From: Michal Hocko <mhocko@suse.com>
To: David Hildenbrand <david@redhat.com>
Cc: Wei Yang <richard.weiyang@linux.alibaba.com>,
linux-kernel@vger.kernel.org, linux-mm@kvack.org,
Paul Mackerras <paulus@samba.org>,
Rashmica Gupta <rashmica.g@gmail.com>,
linuxppc-dev@lists.ozlabs.org,
Andrew Morton <akpm@linux-foundation.org>,
Mike Rapoport <rppt@kernel.org>,
Oscar Salvador <osalvador@suse.de>
Subject: Re: [PATCH v1 4/4] powernv/memtrace: don't abuse memory hot(un)plug infrastructure for memory allocations
Date: Tue, 3 Nov 2020 10:23:09 +0100 [thread overview]
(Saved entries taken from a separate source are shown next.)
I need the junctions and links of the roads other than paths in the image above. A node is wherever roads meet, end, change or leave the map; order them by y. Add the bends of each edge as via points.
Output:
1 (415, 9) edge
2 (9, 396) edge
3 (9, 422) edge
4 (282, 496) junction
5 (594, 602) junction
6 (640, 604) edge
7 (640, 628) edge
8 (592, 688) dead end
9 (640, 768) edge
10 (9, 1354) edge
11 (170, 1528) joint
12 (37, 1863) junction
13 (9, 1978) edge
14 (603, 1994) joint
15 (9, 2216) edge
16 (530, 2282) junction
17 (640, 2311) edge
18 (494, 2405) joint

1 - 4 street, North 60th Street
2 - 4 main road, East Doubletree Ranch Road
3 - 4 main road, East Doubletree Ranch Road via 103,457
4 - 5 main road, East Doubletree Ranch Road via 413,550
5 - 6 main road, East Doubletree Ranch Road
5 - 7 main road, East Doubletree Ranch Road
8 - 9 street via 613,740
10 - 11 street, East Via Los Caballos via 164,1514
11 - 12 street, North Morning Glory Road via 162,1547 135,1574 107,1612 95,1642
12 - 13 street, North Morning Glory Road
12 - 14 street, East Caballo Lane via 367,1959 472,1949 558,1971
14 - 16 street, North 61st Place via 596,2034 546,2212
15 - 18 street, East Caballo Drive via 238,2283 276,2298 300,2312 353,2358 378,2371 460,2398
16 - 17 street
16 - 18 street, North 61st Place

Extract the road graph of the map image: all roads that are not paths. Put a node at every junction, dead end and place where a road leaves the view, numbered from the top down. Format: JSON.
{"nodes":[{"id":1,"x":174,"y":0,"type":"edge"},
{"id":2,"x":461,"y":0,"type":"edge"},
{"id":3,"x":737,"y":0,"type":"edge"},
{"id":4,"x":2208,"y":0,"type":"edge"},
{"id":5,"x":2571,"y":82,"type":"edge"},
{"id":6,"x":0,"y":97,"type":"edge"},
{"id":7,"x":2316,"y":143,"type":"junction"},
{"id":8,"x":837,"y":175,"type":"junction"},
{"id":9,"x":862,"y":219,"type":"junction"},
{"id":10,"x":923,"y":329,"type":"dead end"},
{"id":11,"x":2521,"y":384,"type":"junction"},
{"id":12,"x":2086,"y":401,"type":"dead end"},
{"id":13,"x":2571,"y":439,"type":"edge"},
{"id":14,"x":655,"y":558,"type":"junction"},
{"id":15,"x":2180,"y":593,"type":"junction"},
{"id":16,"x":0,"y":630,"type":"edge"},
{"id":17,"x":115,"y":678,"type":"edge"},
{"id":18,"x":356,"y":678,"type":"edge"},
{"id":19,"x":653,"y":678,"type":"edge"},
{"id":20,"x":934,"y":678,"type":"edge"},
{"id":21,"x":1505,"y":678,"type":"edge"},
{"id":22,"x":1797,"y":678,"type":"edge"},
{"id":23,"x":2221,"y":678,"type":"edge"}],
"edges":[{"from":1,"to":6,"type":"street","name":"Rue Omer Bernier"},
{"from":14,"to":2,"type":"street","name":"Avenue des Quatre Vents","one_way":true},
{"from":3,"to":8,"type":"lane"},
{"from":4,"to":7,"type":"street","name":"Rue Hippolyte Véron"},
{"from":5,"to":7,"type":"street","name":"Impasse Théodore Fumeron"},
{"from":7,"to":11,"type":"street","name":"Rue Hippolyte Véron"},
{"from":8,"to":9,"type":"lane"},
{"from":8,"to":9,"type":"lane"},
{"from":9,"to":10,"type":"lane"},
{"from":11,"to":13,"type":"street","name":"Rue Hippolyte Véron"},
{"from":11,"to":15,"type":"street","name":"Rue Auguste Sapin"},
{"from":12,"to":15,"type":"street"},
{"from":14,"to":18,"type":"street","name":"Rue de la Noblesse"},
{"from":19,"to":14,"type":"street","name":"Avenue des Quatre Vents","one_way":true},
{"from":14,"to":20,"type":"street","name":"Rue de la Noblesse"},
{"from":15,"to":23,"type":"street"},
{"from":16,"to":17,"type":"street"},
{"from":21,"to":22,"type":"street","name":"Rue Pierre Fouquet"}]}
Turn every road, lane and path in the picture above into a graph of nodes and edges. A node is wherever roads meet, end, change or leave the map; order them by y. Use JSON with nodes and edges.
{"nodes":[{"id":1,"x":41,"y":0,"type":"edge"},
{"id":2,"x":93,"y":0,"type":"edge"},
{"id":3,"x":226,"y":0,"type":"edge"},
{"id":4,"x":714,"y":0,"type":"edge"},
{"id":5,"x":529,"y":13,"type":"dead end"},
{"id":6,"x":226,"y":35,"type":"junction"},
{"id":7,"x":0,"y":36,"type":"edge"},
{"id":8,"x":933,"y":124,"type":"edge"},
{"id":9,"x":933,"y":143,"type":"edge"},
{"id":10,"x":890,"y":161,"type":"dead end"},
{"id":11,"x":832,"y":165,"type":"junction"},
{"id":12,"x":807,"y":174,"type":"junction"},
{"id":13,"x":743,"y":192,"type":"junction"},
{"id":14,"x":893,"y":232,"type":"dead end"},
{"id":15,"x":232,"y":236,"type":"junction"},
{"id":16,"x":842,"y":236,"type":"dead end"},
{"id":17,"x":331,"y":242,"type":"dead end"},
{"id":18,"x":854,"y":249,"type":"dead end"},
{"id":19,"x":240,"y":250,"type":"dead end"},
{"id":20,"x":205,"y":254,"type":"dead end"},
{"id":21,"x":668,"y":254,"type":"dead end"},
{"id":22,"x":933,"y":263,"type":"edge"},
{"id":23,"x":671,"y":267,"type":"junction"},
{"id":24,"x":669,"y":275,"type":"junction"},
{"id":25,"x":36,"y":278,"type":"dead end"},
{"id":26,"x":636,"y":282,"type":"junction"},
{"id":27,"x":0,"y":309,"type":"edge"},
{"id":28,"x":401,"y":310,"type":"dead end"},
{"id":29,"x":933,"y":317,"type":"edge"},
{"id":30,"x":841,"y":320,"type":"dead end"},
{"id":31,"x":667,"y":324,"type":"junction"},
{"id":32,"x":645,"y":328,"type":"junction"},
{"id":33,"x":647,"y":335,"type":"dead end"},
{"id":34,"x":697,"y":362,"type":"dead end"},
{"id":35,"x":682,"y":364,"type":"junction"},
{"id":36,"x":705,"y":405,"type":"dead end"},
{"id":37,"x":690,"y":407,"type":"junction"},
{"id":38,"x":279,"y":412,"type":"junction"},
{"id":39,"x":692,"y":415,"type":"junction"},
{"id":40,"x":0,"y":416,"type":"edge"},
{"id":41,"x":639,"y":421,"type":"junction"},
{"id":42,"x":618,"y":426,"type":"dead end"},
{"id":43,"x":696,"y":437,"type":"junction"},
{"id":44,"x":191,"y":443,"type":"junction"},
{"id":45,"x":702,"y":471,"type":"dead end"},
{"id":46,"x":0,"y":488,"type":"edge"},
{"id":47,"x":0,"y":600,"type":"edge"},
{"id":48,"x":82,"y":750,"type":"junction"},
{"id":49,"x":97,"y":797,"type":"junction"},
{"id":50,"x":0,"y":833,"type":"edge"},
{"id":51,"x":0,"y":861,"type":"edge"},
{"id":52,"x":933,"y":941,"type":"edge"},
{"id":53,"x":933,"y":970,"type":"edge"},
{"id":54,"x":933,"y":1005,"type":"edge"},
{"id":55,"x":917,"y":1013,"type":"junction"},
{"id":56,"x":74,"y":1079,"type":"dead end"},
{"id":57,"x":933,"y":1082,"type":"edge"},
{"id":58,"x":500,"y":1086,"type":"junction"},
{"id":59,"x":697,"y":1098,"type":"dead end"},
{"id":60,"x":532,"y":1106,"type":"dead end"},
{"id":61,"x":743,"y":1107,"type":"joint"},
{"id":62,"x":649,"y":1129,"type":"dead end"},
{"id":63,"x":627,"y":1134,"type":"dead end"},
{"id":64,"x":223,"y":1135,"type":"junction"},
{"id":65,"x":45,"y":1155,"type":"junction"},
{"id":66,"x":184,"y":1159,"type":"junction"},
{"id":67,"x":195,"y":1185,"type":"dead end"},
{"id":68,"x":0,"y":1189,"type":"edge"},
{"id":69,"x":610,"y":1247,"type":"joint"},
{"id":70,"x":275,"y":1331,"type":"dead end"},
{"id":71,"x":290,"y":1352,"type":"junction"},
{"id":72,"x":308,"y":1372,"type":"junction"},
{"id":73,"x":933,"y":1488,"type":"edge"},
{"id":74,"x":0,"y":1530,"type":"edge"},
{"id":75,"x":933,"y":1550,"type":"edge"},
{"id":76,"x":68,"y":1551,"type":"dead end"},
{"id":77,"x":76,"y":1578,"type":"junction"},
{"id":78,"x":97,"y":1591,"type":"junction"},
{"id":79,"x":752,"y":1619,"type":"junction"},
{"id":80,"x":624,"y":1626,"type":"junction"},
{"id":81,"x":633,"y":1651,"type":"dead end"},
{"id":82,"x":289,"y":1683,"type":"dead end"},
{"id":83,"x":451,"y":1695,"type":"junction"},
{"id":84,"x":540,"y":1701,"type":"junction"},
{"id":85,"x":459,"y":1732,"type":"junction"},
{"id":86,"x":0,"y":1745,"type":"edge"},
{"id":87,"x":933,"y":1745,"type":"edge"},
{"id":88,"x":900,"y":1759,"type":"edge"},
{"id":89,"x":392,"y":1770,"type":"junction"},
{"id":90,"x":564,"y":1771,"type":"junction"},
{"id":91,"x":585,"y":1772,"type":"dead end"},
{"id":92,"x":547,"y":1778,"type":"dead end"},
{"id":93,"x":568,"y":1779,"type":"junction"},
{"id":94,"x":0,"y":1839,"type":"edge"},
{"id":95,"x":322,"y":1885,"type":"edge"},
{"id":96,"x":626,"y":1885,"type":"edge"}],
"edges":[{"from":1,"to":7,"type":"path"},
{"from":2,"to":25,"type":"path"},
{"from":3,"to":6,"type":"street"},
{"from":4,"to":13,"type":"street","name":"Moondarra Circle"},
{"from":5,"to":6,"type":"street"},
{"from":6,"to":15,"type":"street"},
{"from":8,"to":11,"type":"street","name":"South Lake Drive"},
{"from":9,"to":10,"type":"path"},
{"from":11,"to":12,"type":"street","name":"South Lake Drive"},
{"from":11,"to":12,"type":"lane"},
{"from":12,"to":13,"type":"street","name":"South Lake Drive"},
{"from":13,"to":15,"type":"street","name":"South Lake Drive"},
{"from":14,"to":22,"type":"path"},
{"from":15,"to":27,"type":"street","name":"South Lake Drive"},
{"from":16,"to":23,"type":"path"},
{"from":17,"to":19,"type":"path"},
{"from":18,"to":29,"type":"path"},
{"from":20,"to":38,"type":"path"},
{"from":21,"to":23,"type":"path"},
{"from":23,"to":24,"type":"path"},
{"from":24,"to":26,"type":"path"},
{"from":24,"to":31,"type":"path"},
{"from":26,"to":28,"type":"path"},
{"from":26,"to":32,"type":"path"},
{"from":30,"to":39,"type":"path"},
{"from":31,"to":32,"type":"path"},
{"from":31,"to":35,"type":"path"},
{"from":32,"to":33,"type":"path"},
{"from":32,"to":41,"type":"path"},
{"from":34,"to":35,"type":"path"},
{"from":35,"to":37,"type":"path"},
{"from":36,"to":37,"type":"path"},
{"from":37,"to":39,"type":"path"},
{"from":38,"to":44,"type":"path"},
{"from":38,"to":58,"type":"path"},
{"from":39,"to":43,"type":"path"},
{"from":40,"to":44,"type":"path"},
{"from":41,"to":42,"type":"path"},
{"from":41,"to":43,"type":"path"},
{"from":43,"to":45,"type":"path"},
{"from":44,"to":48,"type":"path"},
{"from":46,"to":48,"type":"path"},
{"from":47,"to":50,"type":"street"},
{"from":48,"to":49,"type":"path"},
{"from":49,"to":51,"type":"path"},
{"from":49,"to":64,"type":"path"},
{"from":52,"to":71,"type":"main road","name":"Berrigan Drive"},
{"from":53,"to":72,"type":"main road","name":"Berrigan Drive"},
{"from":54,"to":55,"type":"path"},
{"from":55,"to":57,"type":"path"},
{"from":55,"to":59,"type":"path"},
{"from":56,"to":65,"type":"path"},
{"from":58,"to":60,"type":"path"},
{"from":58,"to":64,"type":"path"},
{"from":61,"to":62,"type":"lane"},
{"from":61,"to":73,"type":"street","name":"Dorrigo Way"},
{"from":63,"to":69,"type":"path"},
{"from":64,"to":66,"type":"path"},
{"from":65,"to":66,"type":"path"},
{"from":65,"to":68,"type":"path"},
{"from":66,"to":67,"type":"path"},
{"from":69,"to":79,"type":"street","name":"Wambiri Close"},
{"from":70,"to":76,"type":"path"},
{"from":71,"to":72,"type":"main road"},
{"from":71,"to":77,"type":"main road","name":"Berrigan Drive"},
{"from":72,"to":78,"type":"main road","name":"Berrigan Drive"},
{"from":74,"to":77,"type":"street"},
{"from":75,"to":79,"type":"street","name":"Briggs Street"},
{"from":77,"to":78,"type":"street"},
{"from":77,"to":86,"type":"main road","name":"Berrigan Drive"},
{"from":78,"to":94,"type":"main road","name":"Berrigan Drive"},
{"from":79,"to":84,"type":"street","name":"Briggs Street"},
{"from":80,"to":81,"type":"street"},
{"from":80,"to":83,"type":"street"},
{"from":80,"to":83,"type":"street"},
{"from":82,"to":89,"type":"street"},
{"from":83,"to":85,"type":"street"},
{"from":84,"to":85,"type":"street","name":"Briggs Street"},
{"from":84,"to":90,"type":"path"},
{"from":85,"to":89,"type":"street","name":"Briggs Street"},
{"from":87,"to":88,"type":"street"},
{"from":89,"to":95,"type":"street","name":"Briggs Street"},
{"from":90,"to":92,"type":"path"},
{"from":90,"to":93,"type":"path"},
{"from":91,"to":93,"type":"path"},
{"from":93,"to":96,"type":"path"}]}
Message-ID: <20201103092309.GD21990@dhcp22.suse.cz> (raw)
In-Reply-To: <20201029162718.29910-5-david@redhat.com>
On Thu 29-10-20 17:27:18, David Hildenbrand wrote:
> Let's use alloc_contig_pages() for allocating memory and remove the
> linear mapping manually via arch_remove_linear_mapping(). Mark all pages
> PG_offline, such that they will definitely not get touched - e.g.,
> when hibernating. When freeing memory, try to revert what we did.
>
> The original idea was discussed in:
> https://lkml.kernel.org/r/48340e96-7e6b-736f-9e23-d3111b915b6e@redhat.com
>
> This is similar to CONFIG_DEBUG_PAGEALLOC handling on other
> architectures, whereby only single pages are unmapped from the linear
> mapping. Let's mimic what memory hot(un)plug would do with the linear
> mapping.
>
> We now need MEMORY_HOTPLUG and CONTIG_ALLOC as dependencies.
>
> Simple test under QEMU TCG (10GB RAM, single NUMA node):
>
> sh-5.0# mount -t debugfs none /sys/kernel/debug/
> sh-5.0# cat /sys/devices/system/memory/block_size_bytes
> 40000000
> sh-5.0# echo 0x40000000 > /sys/kernel/debug/powerpc/memtrace/enable
> [ 71.052836][ T356] memtrace: Allocated trace memory on node 0 at 0x0000000080000000
> sh-5.0# echo 0x80000000 > /sys/kernel/debug/powerpc/memtrace/enable
> [ 75.424302][ T356] radix-mmu: Mapped 0x0000000080000000-0x00000000c0000000 with 64.0 KiB pages
> [ 75.430549][ T356] memtrace: Freed trace memory back on node 0
> [ 75.604520][ T356] memtrace: Allocated trace memory on node 0 at 0x0000000080000000
> sh-5.0# echo 0x100000000 > /sys/kernel/debug/powerpc/memtrace/enable
> [ 80.418835][ T356] radix-mmu: Mapped 0x0000000080000000-0x0000000100000000 with 64.0 KiB pages
> [ 80.430493][ T356] memtrace: Freed trace memory back on node 0
> [ 80.433882][ T356] memtrace: Failed to allocate trace memory on node 0
> sh-5.0# echo 0x40000000 > /sys/kernel/debug/powerpc/memtrace/enable
> [ 91.920158][ T356] memtrace: Allocated trace memory on node 0 at 0x0000000080000000
>
> Note 1: We currently won't be allocating from ZONE_MOVABLE - because our
> pages are not movable. However, as we don't run with any memory
> hot(un)plug mechanism around, we could make an exception to
> increase the chance of allocations succeeding.
>
> Note 2: PG_reserved isn't sufficient. E.g., kernel_page_present() used
> along PG_reserved in hibernation code will always return "true"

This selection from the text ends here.